Hepatitis C virus entry: an intriguing challenge for drug discovery.

The entry of hepatitis C virus (HCV) into host cells is an obligatory step in virus replication that presents a multi-faceted opportunity for drug discovery. However, the current understanding of HCV entry is rudimentary at best, with insights to date obtained by examining the fusion of pseudoparticles that express the HCV surface glycoproteins E1 and E2. The absence of an infectious virus replication system capable of replicating through a full virus life-cycle has hampered progress in determining the events involved in viral entry, resulting in considerable ambiguity surrounding the process.

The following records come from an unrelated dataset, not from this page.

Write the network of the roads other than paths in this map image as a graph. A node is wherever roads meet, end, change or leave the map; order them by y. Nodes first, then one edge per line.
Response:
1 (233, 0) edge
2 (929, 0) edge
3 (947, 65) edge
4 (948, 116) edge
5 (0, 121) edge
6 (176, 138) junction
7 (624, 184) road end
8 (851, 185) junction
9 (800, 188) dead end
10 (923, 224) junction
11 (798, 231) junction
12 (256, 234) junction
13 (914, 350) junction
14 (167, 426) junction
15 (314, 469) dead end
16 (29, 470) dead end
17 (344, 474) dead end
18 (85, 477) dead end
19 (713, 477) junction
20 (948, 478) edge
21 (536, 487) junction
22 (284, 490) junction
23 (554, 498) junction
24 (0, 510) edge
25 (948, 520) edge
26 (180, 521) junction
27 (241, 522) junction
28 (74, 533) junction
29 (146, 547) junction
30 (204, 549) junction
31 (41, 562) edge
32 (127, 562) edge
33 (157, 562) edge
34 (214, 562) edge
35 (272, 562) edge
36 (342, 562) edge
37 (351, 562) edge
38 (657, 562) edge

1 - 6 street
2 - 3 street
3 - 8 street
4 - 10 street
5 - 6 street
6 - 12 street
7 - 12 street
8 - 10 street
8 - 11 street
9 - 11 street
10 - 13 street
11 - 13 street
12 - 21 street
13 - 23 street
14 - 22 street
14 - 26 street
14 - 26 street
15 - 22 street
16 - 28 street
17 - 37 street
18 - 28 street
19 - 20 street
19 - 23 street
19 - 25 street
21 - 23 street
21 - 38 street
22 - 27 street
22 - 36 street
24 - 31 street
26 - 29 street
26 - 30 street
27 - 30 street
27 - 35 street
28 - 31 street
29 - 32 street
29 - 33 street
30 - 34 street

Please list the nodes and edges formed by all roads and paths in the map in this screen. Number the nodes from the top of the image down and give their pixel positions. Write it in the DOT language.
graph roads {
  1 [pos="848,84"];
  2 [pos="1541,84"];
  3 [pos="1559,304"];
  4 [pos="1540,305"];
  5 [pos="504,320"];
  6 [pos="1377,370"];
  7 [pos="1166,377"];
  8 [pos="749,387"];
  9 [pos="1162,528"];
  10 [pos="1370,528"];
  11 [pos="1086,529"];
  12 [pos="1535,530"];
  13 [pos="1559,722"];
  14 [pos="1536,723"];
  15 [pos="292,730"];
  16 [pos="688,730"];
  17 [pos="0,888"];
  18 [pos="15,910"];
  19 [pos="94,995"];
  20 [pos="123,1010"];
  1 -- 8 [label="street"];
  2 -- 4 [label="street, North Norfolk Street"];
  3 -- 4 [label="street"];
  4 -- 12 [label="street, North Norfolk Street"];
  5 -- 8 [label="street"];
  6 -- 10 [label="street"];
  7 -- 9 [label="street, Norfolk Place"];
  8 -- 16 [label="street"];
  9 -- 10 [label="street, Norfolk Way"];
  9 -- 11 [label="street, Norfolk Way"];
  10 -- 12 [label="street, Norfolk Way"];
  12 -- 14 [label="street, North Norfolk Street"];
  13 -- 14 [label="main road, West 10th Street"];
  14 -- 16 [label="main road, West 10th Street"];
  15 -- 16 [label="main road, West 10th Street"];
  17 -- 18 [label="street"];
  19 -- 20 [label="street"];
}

The recent development of an infectious HCV virus replication system provides a method with which to examine HCV entry in detail in a setting that promises greater authenticity and with the potential to increase understanding of this process. Weak inhibitors of the interactions between the HCV glycoproteins and potential host cell receptors have been identified, but their mechanism of action, in the context of virus infectivity, is not understood, and these inhibitors remain to be validated with infectious virus in cell culture. The advent of an infectious virus replication system holds considerable promise for developing a detailed understanding of HCV entry, but while mechanistic insights developed with other viruses may provide useful paradigms for experimental design, it is likely that HCV entry will be characterized by several unique biochemical events. Developing a deeper understanding of HCV entry will clearly take some time given the complexity of the process and the current state of affairs. Nevertheless, interfering with HCV entry holds promise for drug design and discovery as the mechanistic insights emerge and coalesce into a coherent biochemical description of the process.